── Data excerpts

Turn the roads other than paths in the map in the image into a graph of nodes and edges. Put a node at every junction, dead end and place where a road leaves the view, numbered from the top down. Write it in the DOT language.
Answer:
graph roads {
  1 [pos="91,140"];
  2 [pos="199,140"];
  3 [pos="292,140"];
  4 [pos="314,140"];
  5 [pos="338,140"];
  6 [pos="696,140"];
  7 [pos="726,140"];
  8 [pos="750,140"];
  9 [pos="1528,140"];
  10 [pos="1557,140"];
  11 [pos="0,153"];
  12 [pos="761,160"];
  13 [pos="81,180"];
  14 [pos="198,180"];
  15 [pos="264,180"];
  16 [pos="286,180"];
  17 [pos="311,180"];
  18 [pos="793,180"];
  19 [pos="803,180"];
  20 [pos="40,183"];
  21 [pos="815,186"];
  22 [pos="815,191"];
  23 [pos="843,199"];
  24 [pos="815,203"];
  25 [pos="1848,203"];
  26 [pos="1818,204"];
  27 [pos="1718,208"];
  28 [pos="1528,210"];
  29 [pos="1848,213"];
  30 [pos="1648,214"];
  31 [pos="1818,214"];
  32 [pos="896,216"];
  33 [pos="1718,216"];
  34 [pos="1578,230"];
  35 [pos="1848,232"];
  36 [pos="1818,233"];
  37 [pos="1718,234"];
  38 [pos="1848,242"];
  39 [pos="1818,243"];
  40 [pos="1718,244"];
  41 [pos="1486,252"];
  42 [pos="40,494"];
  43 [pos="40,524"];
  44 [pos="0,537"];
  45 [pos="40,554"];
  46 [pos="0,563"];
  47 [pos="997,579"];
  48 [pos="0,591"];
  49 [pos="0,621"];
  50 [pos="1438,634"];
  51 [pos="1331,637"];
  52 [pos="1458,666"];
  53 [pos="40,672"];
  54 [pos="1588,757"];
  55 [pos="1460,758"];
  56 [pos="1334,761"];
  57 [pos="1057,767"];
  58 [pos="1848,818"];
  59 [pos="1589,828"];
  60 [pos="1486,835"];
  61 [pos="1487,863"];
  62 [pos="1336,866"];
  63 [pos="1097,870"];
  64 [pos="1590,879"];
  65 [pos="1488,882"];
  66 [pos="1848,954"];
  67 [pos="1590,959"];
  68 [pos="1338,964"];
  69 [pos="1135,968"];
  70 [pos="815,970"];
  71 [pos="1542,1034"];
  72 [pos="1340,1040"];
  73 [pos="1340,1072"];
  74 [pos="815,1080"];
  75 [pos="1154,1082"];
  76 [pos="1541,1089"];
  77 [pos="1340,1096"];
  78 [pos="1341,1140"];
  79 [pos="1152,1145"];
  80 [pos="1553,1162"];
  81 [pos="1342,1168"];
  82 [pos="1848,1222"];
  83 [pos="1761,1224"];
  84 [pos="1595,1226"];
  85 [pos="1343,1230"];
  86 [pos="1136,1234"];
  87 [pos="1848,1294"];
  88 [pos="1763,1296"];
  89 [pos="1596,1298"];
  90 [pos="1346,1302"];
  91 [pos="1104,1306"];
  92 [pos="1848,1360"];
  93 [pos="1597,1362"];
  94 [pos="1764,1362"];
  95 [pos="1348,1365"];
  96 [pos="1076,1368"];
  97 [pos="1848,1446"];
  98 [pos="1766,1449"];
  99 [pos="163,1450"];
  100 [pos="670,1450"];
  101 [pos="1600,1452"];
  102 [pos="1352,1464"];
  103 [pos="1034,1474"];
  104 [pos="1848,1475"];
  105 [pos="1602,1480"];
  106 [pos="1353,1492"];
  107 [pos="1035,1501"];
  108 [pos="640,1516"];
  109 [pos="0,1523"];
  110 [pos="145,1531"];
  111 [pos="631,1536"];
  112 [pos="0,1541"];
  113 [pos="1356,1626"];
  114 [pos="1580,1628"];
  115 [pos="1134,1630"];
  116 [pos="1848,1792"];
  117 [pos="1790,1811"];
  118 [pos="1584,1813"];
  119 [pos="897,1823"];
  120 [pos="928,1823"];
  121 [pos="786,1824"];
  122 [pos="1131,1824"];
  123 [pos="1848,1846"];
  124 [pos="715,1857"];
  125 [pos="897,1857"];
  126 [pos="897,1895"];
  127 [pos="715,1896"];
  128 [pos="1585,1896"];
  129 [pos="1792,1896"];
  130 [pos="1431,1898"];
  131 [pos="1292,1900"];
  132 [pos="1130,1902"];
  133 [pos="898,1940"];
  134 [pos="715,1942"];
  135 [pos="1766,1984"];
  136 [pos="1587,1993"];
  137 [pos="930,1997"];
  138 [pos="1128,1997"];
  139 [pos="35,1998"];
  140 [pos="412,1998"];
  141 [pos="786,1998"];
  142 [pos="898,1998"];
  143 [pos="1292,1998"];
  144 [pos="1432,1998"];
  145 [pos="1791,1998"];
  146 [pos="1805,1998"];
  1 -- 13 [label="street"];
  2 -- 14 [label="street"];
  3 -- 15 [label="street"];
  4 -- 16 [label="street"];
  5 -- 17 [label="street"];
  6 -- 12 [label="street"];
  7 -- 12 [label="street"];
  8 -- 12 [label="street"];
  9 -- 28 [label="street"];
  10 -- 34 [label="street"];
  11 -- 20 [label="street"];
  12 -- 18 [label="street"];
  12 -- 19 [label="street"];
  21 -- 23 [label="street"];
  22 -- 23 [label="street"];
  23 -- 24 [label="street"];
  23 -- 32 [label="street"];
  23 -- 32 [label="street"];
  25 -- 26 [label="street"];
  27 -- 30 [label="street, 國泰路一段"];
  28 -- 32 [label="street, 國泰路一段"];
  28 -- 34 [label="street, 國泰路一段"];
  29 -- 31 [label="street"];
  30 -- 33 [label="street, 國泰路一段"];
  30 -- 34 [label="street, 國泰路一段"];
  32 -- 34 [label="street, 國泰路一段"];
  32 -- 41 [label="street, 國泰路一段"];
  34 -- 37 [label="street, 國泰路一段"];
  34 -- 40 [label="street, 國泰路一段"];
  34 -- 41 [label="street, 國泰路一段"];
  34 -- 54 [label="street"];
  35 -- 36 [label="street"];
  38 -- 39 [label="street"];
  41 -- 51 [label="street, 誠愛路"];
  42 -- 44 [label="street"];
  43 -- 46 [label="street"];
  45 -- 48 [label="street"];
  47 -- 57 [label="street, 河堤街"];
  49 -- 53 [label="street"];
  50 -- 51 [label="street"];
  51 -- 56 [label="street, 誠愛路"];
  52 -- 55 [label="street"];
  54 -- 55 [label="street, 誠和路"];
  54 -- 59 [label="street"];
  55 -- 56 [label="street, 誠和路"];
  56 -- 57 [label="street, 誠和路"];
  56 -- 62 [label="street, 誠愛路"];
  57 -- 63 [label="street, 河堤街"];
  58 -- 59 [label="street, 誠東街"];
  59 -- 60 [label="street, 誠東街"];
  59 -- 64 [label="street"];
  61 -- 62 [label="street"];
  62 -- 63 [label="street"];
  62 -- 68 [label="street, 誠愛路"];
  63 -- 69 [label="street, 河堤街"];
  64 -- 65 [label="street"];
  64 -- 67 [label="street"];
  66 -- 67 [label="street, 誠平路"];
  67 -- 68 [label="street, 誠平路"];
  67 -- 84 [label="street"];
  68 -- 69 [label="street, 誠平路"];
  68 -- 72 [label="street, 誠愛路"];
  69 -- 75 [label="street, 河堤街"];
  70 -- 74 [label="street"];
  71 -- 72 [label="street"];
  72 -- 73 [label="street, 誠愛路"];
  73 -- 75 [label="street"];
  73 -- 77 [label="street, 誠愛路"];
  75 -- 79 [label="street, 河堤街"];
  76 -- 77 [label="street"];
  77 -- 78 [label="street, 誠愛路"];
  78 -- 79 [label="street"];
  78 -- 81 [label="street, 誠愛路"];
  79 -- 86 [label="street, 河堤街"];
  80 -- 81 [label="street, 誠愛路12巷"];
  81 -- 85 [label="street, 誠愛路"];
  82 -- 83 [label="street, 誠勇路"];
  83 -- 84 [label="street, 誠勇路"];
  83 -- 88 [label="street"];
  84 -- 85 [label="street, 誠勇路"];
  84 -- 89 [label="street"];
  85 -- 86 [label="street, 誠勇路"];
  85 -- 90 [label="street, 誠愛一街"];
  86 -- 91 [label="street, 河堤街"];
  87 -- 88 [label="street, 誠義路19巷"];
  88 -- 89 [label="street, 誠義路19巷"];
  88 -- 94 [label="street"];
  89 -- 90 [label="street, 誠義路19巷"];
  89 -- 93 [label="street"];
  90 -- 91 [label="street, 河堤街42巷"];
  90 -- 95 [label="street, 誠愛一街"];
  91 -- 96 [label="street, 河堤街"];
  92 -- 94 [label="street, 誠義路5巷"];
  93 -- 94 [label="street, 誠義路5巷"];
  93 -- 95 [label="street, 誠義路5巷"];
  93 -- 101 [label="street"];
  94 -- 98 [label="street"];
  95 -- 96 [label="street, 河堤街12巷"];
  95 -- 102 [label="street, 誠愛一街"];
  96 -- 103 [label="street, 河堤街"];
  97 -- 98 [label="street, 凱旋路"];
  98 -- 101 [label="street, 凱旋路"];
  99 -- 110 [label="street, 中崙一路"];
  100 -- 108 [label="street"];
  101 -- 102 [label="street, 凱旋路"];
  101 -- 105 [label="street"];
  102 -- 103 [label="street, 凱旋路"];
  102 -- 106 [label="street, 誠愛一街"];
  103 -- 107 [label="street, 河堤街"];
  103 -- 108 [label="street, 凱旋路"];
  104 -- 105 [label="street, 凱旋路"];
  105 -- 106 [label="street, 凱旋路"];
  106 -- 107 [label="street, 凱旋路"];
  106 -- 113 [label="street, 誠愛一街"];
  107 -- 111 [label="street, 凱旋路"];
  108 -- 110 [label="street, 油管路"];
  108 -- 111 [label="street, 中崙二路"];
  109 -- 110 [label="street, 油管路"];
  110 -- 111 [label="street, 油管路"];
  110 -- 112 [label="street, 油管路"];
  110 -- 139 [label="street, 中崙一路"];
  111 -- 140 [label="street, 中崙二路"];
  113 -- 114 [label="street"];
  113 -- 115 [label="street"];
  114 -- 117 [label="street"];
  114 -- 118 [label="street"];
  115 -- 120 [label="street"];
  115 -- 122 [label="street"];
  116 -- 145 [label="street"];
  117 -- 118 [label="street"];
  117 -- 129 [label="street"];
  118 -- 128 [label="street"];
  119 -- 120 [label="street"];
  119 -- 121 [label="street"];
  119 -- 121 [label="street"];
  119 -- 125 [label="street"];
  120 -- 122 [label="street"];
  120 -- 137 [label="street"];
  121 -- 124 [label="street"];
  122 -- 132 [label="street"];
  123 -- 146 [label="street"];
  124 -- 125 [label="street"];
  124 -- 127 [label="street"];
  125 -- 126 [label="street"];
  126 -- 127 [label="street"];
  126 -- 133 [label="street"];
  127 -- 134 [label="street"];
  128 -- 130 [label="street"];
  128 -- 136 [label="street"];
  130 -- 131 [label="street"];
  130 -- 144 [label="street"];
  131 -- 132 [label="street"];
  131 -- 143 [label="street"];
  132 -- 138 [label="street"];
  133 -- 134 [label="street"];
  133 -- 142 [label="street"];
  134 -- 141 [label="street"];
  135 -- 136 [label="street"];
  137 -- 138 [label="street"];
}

────

Problem to solve
Each line above with the string "中崙二路" in it should be located and copied.

Response to the task
  108 -- 111 [label="street, 中崙二路"];
  111 -- 140 [label="street, 中崙二路"];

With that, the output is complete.